Records shown:

————————

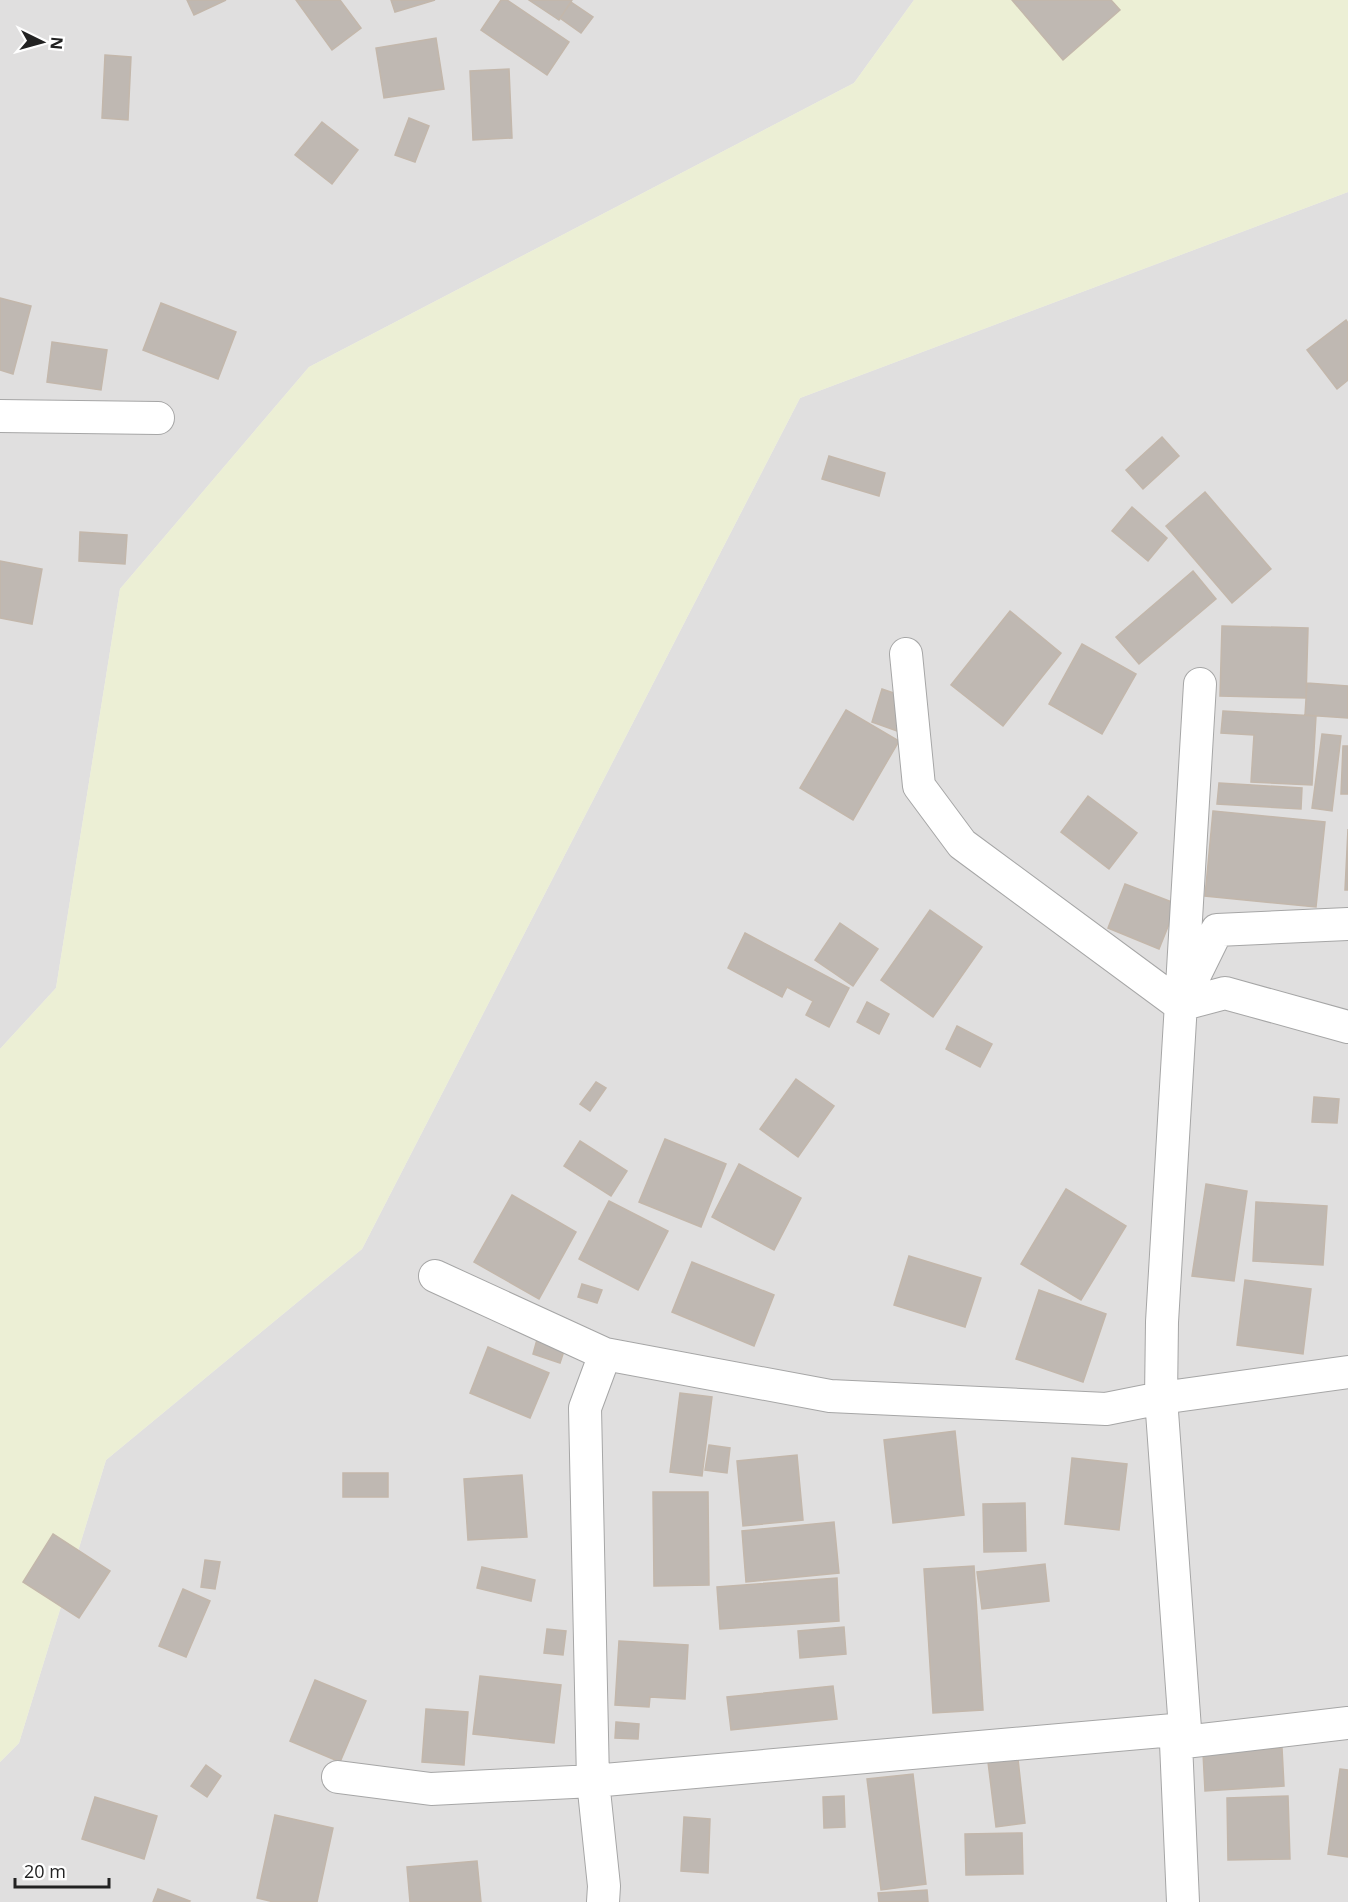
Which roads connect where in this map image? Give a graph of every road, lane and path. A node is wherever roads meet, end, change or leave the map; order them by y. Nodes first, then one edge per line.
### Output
1 (0, 416) edge
2 (158, 418) dead end
3 (906, 654) dead end
4 (1200, 684) dead end
5 (1348, 924) edge
6 (1180, 1005) junction
7 (1348, 1027) edge
8 (435, 1276) dead end
9 (605, 1354) junction
10 (1348, 1372) edge
11 (1161, 1398) junction
12 (1348, 1723) edge
13 (1181, 1736) junction
14 (338, 1778) dead end
15 (593, 1781) junction
16 (603, 1902) edge
17 (1183, 1902) edge

1 - 2 street
3 - 6 street
4 - 6 street
5 - 6 street
6 - 7 street
6 - 11 street
8 - 9 street
9 - 11 street
9 - 15 street
10 - 11 street
11 - 13 street
12 - 13 street
13 - 15 street
13 - 17 street
14 - 15 street
15 - 16 street

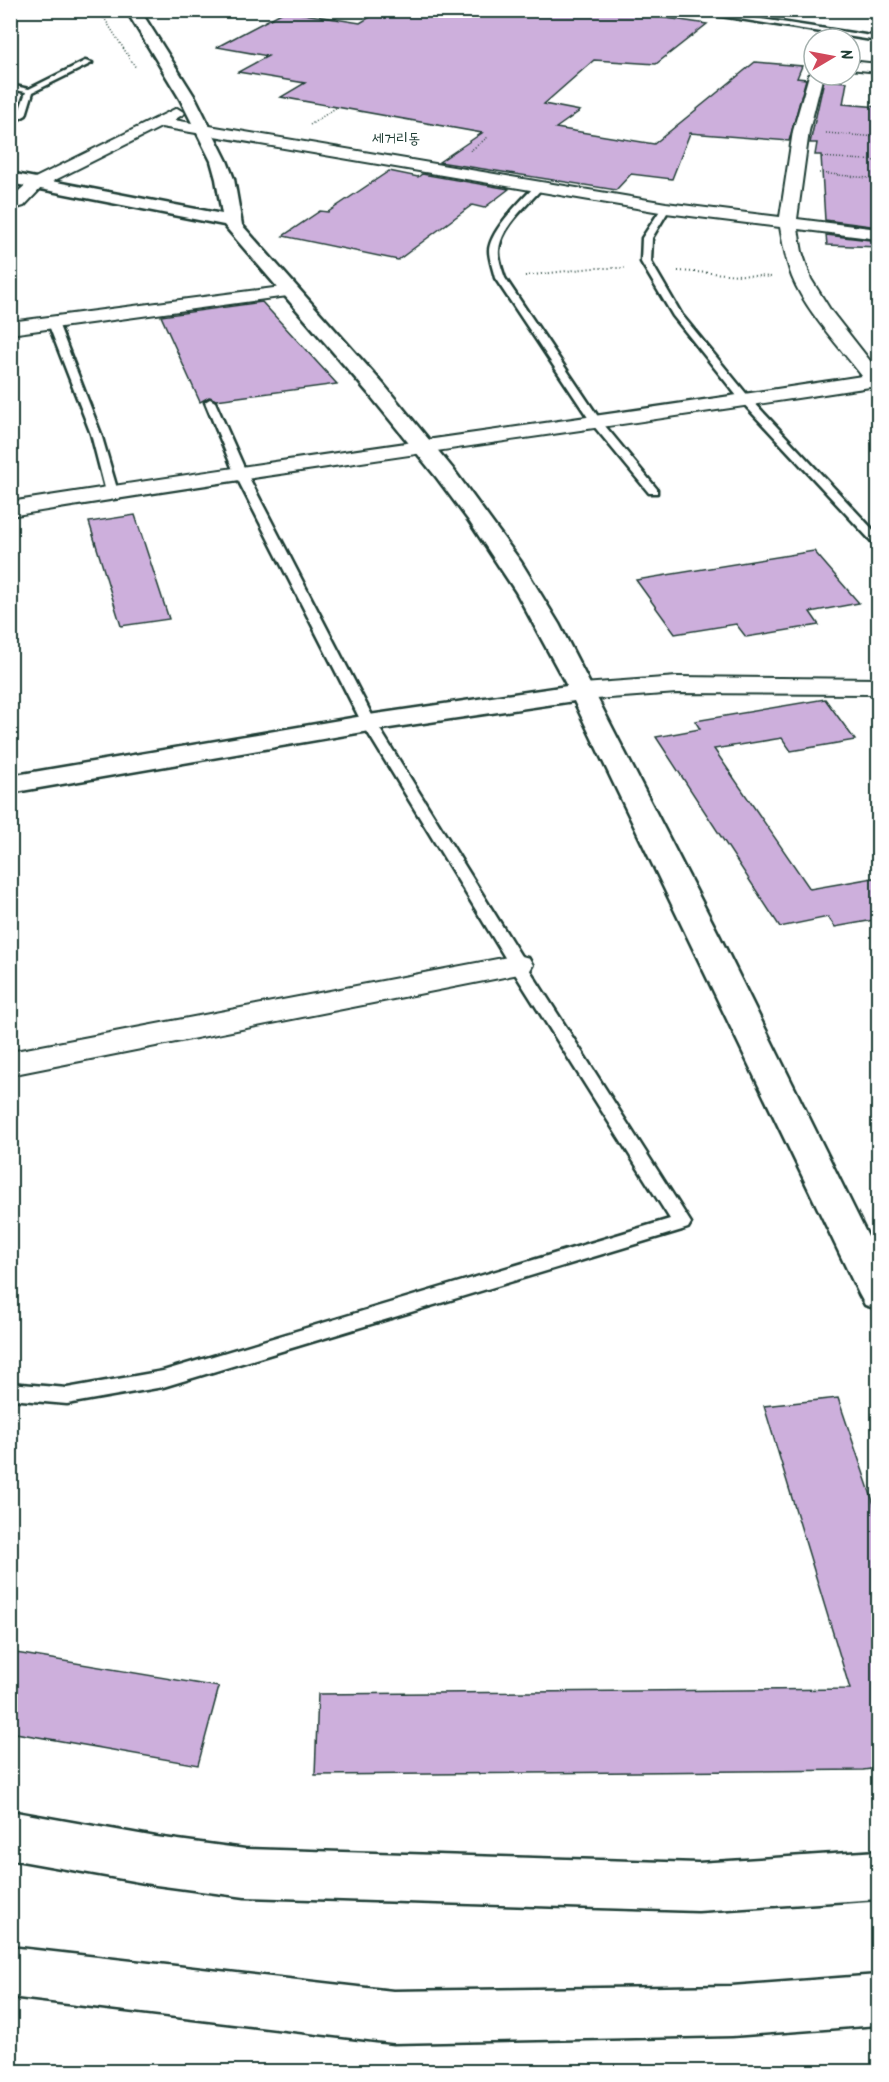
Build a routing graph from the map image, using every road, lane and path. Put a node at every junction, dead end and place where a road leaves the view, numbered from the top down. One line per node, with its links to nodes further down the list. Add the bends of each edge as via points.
1 (99, 10): 10 (path)
2 (133, 10): 14 (street)
3 (686, 10): 5 (lane)
4 (764, 16): 5 (lane)
5 (756, 21): 6 (lane)
6 (879, 39)
7 (88, 63): 13 (lane)
8 (862, 66): 9 (street)
9 (879, 68)
10 (141, 75)
11 (10, 87): 13 (lane)
12 (813, 87): 18 (street)
13 (30, 91): 15 (lane, via 22,113)
14 (192, 105): 16 (street); 17 (street)
15 (10, 122)
16 (158, 122): 17 (street); 24 (street)
17 (204, 129): 26 (street); 29 (street, via 225,179)
18 (801, 131): 19 (path); 21 (street)
19 (879, 136)
20 (879, 161): 21 (path)
21 (796, 163): 23 (path); 30 (street)
22 (10, 178): 24 (street)
23 (879, 179)
24 (37, 183): 25 (street); 27 (street); 29 (street)
25 (10, 186)
26 (539, 187): 28 (street); 38 (lane, via 495,243 495,256 501,278)
27 (10, 205)
28 (666, 208): 30 (street); 36 (lane, via 647,238 646,262 678,316)
29 (230, 221): 32 (street)
30 (788, 223): 31 (street); 35 (street, via 802,279)
31 (879, 234)
32 (289, 291): 33 (street); 39 (street)
33 (53, 322): 34 (street); 42 (lane, via 96,434)
34 (10, 328)
35 (876, 382): 36 (street)
36 (745, 399): 38 (street); 44 (lane)
37 (210, 402): 40 (lane)
38 (597, 423): 39 (street); 41 (lane)
39 (425, 445): 40 (street); 46 (street, via 512,566)
40 (240, 472): 42 (street); 47 (lane)
41 (653, 491)
42 (112, 492): 43 (street)
43 (10, 508)
44 (879, 542)
45 (879, 687): 46 (street, via 678,686)
46 (583, 692): 47 (street); 51 (street)
47 (369, 723): 48 (street); 49 (lane)
48 (10, 785)
49 (518, 964): 50 (street); 52 (lane, via 682,1223 163,1379 67,1396)
50 (10, 1064)
51 (879, 1294)
52 (10, 1391)
53 (10, 1835): 54 (street, via 245,1872 698,1887)
54 (879, 1875)
55 (10, 1972): 56 (street, via 393,2017 732,2011)
56 (879, 2000)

————————

Problem: From the first line to the last, copy the records exactly and skip the pictures.

Answer:
Which roads connect where in this map image? Give a graph of every road, lane and path. A node is wherever roads meet, end, change or leave the map; order them by y. Nodes first, then one edge per line.
### Output
1 (0, 416) edge
2 (158, 418) dead end
3 (906, 654) dead end
4 (1200, 684) dead end
5 (1348, 924) edge
6 (1180, 1005) junction
7 (1348, 1027) edge
8 (435, 1276) dead end
9 (605, 1354) junction
10 (1348, 1372) edge
11 (1161, 1398) junction
12 (1348, 1723) edge
13 (1181, 1736) junction
14 (338, 1778) dead end
15 (593, 1781) junction
16 (603, 1902) edge
17 (1183, 1902) edge

1 - 2 street
3 - 6 street
4 - 6 street
5 - 6 street
6 - 7 street
6 - 11 street
8 - 9 street
9 - 11 street
9 - 15 street
10 - 11 street
11 - 13 street
12 - 13 street
13 - 15 street
13 - 17 street
14 - 15 street
15 - 16 street

Build a routing graph from the map image, using every road, lane and path. Put a node at every junction, dead end and place where a road leaves the view, numbered from the top down. One line per node, with its links to nodes further down the list. Add the bends of each edge as via points.
1 (99, 10): 10 (path)
2 (133, 10): 14 (street)
3 (686, 10): 5 (lane)
4 (764, 16): 5 (lane)
5 (756, 21): 6 (lane)
6 (879, 39)
7 (88, 63): 13 (lane)
8 (862, 66): 9 (street)
9 (879, 68)
10 (141, 75)
11 (10, 87): 13 (lane)
12 (813, 87): 18 (street)
13 (30, 91): 15 (lane, via 22,113)
14 (192, 105): 16 (street); 17 (street)
15 (10, 122)
16 (158, 122): 17 (street); 24 (street)
17 (204, 129): 26 (street); 29 (street, via 225,179)
18 (801, 131): 19 (path); 21 (street)
19 (879, 136)
20 (879, 161): 21 (path)
21 (796, 163): 23 (path); 30 (street)
22 (10, 178): 24 (street)
23 (879, 179)
24 (37, 183): 25 (street); 27 (street); 29 (street)
25 (10, 186)
26 (539, 187): 28 (street); 38 (lane, via 495,243 495,256 501,278)
27 (10, 205)
28 (666, 208): 30 (street); 36 (lane, via 647,238 646,262 678,316)
29 (230, 221): 32 (street)
30 (788, 223): 31 (street); 35 (street, via 802,279)
31 (879, 234)
32 (289, 291): 33 (street); 39 (street)
33 (53, 322): 34 (street); 42 (lane, via 96,434)
34 (10, 328)
35 (876, 382): 36 (street)
36 (745, 399): 38 (street); 44 (lane)
37 (210, 402): 40 (lane)
38 (597, 423): 39 (street); 41 (lane)
39 (425, 445): 40 (street); 46 (street, via 512,566)
40 (240, 472): 42 (street); 47 (lane)
41 (653, 491)
42 (112, 492): 43 (street)
43 (10, 508)
44 (879, 542)
45 (879, 687): 46 (street, via 678,686)
46 (583, 692): 47 (street); 51 (street)
47 (369, 723): 48 (street); 49 (lane)
48 (10, 785)
49 (518, 964): 50 (street); 52 (lane, via 682,1223 163,1379 67,1396)
50 (10, 1064)
51 (879, 1294)
52 (10, 1391)
53 (10, 1835): 54 (street, via 245,1872 698,1887)
54 (879, 1875)
55 (10, 1972): 56 (street, via 393,2017 732,2011)
56 (879, 2000)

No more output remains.